All of the lines below are to be transcribed faithfully, with pictures excluded from the copy.

■ **DATA SUPPLIED**
++++++

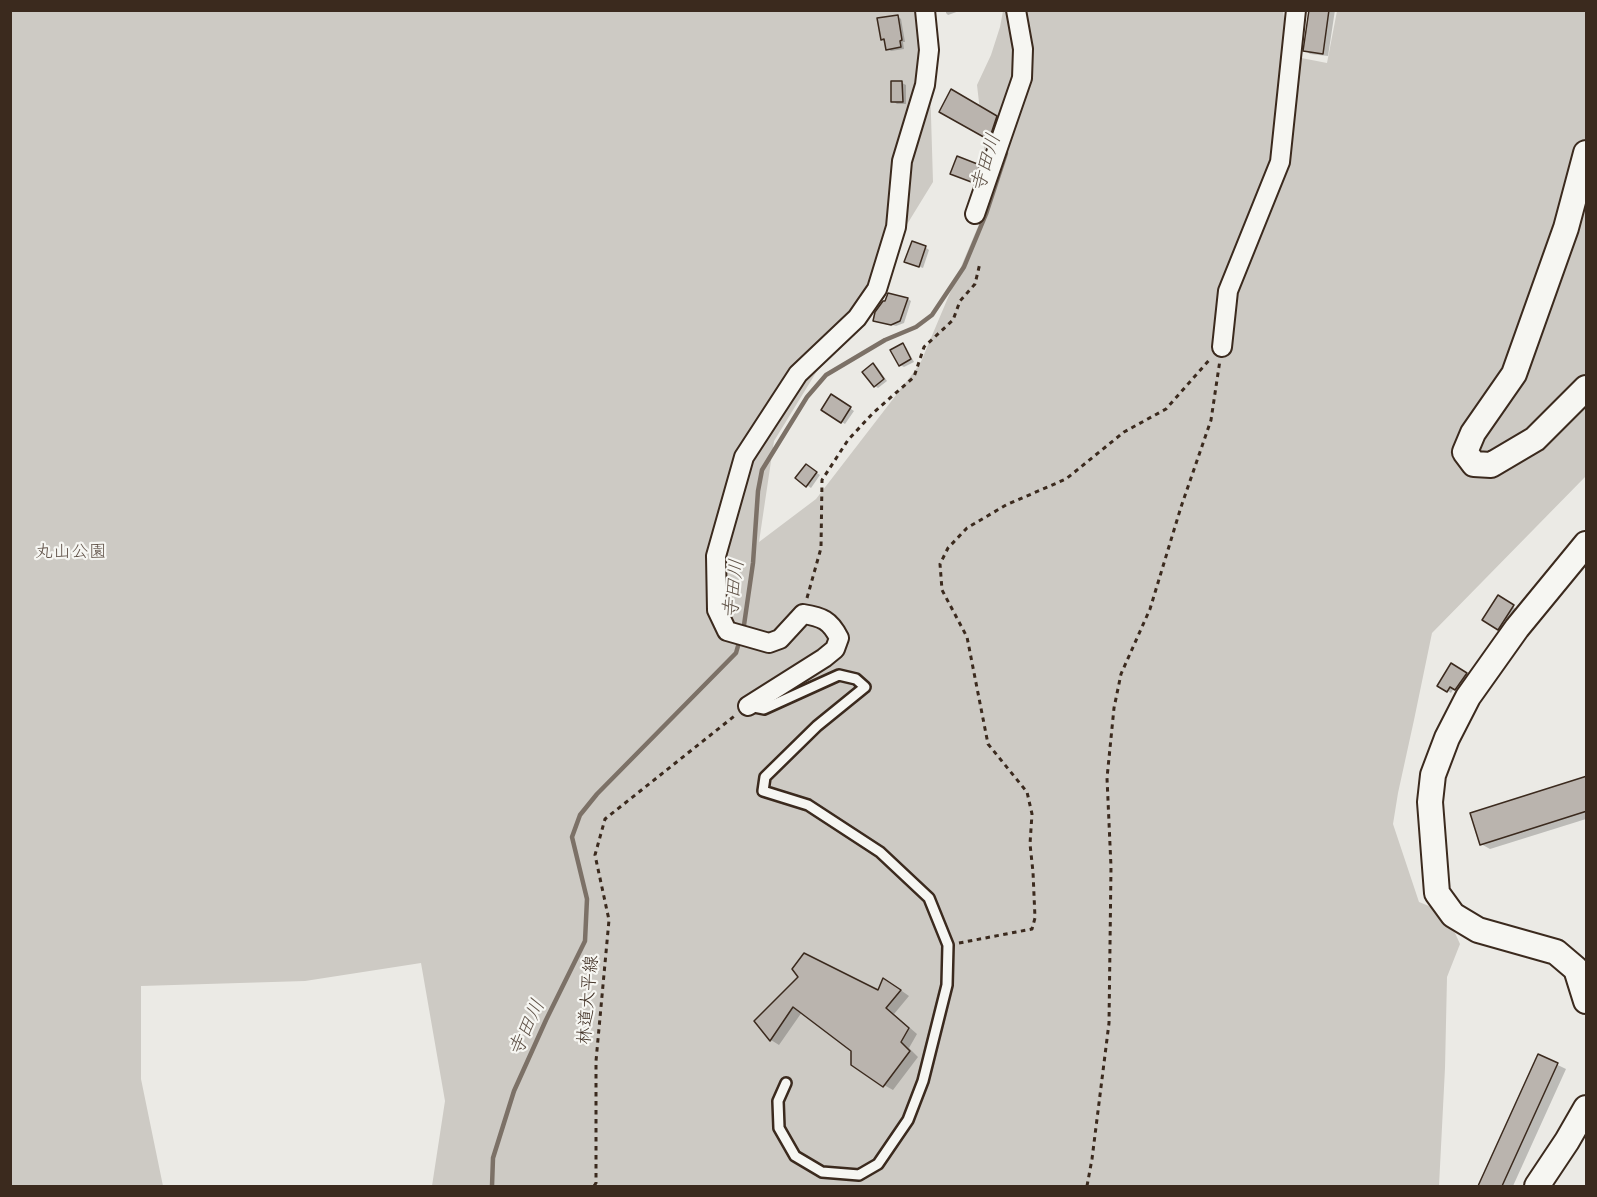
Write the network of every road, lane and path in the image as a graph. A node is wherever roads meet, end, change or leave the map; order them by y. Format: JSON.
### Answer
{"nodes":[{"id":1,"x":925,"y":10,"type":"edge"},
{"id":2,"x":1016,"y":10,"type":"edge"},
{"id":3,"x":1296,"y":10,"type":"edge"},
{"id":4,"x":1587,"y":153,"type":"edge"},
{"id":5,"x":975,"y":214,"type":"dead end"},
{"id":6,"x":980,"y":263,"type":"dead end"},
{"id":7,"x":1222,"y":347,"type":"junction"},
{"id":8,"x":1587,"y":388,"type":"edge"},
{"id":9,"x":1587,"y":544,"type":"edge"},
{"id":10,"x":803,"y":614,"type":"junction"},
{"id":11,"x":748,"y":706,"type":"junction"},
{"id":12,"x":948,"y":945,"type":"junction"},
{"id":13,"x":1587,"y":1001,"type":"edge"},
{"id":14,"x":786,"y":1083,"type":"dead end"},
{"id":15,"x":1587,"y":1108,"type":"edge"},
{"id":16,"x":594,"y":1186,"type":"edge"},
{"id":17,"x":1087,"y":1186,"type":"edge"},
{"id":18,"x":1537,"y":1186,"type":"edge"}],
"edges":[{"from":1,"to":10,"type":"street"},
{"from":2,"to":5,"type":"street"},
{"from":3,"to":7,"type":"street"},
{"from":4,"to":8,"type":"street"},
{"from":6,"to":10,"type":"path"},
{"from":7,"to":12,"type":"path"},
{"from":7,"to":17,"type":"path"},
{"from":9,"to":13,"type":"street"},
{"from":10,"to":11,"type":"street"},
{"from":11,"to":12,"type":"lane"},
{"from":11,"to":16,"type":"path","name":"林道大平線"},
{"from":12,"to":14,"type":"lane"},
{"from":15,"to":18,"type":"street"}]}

++++++

■ **ANSWER BELOW**
Write the network of every road, lane and path in the image as a graph. A node is wherever roads meet, end, change or leave the map; order them by y. Format: JSON.
### Answer
{"nodes":[{"id":1,"x":925,"y":10,"type":"edge"},
{"id":2,"x":1016,"y":10,"type":"edge"},
{"id":3,"x":1296,"y":10,"type":"edge"},
{"id":4,"x":1587,"y":153,"type":"edge"},
{"id":5,"x":975,"y":214,"type":"dead end"},
{"id":6,"x":980,"y":263,"type":"dead end"},
{"id":7,"x":1222,"y":347,"type":"junction"},
{"id":8,"x":1587,"y":388,"type":"edge"},
{"id":9,"x":1587,"y":544,"type":"edge"},
{"id":10,"x":803,"y":614,"type":"junction"},
{"id":11,"x":748,"y":706,"type":"junction"},
{"id":12,"x":948,"y":945,"type":"junction"},
{"id":13,"x":1587,"y":1001,"type":"edge"},
{"id":14,"x":786,"y":1083,"type":"dead end"},
{"id":15,"x":1587,"y":1108,"type":"edge"},
{"id":16,"x":594,"y":1186,"type":"edge"},
{"id":17,"x":1087,"y":1186,"type":"edge"},
{"id":18,"x":1537,"y":1186,"type":"edge"}],
"edges":[{"from":1,"to":10,"type":"street"},
{"from":2,"to":5,"type":"street"},
{"from":3,"to":7,"type":"street"},
{"from":4,"to":8,"type":"street"},
{"from":6,"to":10,"type":"path"},
{"from":7,"to":12,"type":"path"},
{"from":7,"to":17,"type":"path"},
{"from":9,"to":13,"type":"street"},
{"from":10,"to":11,"type":"street"},
{"from":11,"to":12,"type":"lane"},
{"from":11,"to":16,"type":"path","name":"林道大平線"},
{"from":12,"to":14,"type":"lane"},
{"from":15,"to":18,"type":"street"}]}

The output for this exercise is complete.